The game-play is the same 2 ½ D as the original. That is, the background is static or scrolling and the characters move around on it. Everything is mouse controlled. Just click on anything which strikes your fancy. If it has a name, then Sam (or Max) will tell you about it or interact with it. If not, Sam and Max will simply walk there. And don’t worry about Max blocking Sam from getting where he needs to be. Sam has a very elegant solution for that problem.

The puzzles are in all the classic style of inventory or dialog tree. There was also one puzzle which barely qualified as an action sequence, but you don’t need to be a joystick twitcher to handle it. To say that they are logical might be stretching the meaning of the word, but they are all consistent with the Sam & Max way of thinking. I would place all the puzzles at the easy to medium level of difficulty.

The play is fairly linear with plenty of hints as to what needs to be done next. For example, if you hear Sam say, “Gee, I’m going to need a left-handed smoke sifter if I’m going to get past this left-handed smoke.” then you should have a pretty good idea of what you need to do next. The average adventure gamer should never get stuck.

The game auto-saves at every scene change, but you can also save anytime you want. There appeared to be plenty of save positions, but I found that I only needed one.

And finally, it is worth noting that I didn’t find a single bug in the entire game. This was obviously not produced by one of the major publishing companies out there.

If you would like a small taste of Sam & Max, then go to the link below and view the trailer. You can also read more about the characters you will meet there.

There are two things in life you never want to see: Randy Sluganski without any clothes on and Max with a sharp, pointy object.

Unfortunately, for all the excellent work that went into this production there was one fly in the eye salve which brought it down from the “A” it otherwise deserved.

You perhaps noticed all the space I gave to describing the psychotic leanings of Max? These comments are well supported by the comic and the original game. But the voice actor brought none of that to his character. Most of the time Max is just flat. Occasionally he comes across as a whiny ten year old. But never did I feel that edge which would cause me to always keep him in plain sight.

I can’t blame the script, the words are perfect. But any actor can give a dozen different personalities to the same words. This is critical because the words are crafted to imply something deeply disturbing, but without that edge they just come across as a cheap wisecrack.

The bottom line is that I was playing the game, enjoying the plot and the puzzles and occasionally thinking, “Wow, that was a funny line. So why aren’t I laughing?” There is a Voice Director listed in the credits. Perhaps he can pull more out of the actor for the next episode.

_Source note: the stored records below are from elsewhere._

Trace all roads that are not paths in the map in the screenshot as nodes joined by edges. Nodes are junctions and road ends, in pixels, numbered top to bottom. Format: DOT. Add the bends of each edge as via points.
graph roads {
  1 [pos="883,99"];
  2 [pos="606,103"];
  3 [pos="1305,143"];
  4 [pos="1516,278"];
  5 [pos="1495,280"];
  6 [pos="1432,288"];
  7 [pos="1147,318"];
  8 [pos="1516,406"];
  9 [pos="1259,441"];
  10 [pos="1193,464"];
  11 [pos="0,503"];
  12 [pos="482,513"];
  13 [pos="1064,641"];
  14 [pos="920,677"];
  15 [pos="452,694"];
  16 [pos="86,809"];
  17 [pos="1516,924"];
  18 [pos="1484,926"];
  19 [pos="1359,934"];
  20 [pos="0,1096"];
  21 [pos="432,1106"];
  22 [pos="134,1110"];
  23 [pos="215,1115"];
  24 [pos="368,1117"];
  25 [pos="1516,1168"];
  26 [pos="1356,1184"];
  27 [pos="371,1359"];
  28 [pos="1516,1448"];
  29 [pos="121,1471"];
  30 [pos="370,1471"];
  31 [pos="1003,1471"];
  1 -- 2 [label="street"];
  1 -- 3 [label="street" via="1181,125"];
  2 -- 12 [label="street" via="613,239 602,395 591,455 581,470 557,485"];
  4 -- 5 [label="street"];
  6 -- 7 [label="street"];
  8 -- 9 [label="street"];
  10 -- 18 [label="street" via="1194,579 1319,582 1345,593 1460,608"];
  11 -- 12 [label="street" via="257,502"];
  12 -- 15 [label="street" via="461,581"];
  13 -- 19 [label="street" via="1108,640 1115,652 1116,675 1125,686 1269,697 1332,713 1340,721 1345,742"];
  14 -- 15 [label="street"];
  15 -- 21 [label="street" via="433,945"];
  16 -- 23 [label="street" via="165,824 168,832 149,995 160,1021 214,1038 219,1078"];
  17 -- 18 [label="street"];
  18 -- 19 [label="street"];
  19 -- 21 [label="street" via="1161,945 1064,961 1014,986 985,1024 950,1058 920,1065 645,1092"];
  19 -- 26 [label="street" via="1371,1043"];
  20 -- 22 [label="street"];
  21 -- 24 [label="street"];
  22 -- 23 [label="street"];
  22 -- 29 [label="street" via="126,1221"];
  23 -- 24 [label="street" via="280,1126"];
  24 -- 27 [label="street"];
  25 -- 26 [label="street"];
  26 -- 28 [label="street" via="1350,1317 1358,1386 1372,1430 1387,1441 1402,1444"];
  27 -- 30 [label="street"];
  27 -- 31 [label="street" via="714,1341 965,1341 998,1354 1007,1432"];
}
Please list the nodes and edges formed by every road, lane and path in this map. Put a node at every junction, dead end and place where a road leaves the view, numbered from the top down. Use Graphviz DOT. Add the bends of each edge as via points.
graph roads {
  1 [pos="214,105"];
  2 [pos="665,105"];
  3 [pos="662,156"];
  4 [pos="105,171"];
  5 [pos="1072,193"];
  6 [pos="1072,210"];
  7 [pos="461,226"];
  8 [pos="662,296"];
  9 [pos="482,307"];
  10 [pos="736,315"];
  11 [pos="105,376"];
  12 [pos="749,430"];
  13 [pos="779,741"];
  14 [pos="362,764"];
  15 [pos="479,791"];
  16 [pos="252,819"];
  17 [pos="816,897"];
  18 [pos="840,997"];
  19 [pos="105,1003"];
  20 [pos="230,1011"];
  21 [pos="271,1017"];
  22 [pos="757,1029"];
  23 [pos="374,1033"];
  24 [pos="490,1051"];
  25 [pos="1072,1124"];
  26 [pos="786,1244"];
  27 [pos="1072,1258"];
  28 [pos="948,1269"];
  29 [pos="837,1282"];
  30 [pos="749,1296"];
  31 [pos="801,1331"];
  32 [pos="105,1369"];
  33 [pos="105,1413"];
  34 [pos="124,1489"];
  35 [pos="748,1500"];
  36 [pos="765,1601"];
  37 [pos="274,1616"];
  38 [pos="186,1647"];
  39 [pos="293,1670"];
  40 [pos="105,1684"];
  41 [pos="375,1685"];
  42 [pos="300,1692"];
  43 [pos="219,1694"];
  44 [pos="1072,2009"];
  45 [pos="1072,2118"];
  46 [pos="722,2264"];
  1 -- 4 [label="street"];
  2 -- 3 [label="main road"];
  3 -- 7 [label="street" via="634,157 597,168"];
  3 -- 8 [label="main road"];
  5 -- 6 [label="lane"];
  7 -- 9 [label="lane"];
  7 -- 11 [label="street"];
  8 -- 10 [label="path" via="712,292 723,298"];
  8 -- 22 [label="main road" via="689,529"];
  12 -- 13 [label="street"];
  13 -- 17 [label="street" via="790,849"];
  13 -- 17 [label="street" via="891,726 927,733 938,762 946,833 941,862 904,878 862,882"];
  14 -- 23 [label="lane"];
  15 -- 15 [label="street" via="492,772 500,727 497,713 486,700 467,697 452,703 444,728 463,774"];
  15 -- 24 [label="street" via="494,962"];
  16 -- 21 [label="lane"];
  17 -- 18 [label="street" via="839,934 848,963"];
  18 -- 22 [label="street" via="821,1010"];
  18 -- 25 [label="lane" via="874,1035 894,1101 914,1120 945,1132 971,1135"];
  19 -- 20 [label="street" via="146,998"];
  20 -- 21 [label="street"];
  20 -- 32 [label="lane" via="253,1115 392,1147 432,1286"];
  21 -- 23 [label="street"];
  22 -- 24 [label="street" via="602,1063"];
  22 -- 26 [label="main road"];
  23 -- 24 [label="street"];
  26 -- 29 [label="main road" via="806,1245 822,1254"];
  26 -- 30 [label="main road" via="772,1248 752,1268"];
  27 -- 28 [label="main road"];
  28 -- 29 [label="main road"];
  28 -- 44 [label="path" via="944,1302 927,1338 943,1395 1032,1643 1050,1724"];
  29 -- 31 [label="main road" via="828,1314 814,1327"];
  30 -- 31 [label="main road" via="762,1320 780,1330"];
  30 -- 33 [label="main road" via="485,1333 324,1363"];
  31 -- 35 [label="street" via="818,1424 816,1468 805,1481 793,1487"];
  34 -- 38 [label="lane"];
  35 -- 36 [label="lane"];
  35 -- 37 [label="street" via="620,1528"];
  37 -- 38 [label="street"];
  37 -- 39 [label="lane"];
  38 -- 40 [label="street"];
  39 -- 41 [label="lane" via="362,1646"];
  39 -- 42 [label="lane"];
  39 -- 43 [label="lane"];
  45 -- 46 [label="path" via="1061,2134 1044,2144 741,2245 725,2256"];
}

I loved playing this game. My biggest upset is that I must wait over a month for the next one to come out. I really wanted to give it an “A”, but because of the flat voice acting for Max, I can only give it a “B+” But even so, I heartily recommend it to all Adventure Gamers as money well spent.

Final Grade: B+                                                                                                                                   

System Requirements:




  • OS: Windows XP
  • Processor: 800MHz (if using a video card with hardware T&L)
  • 1.5GHz (if using a video card without hardware T&L)
  • RAM: 256MB
  • Video card: 32MB 3D-accelerated video card
  • Hard drive space: 230MB available




  • OS: Windows XP
  • Processor: 1.5 ghz (if videocard does not have hardware T&L)
  • RAM: 512MB
  • Video card: 32MB 3D-accelerated video card
  • Hard drive space: 230MB available


Bob Washburne

Bob Washburne

I have been playing adventure games since 1979 when I played "Adventure" on the DEC PDP minicomputer at work. The first adventure game I ever purchased was "Zork 1" for CP/M. I can remember the introduction of the IBM PC. I remember the invention of the microcomputer (actually, it was discovered rather than invented). I remember the invention of the minicomputer. Yes, I am an old fart. I have written 80 reviews and articles for JustAdventure starting with my review of "Bioscopia" in February of 2004. I currently own more adventure games than I will ever be able to play, let alone review. And I want more!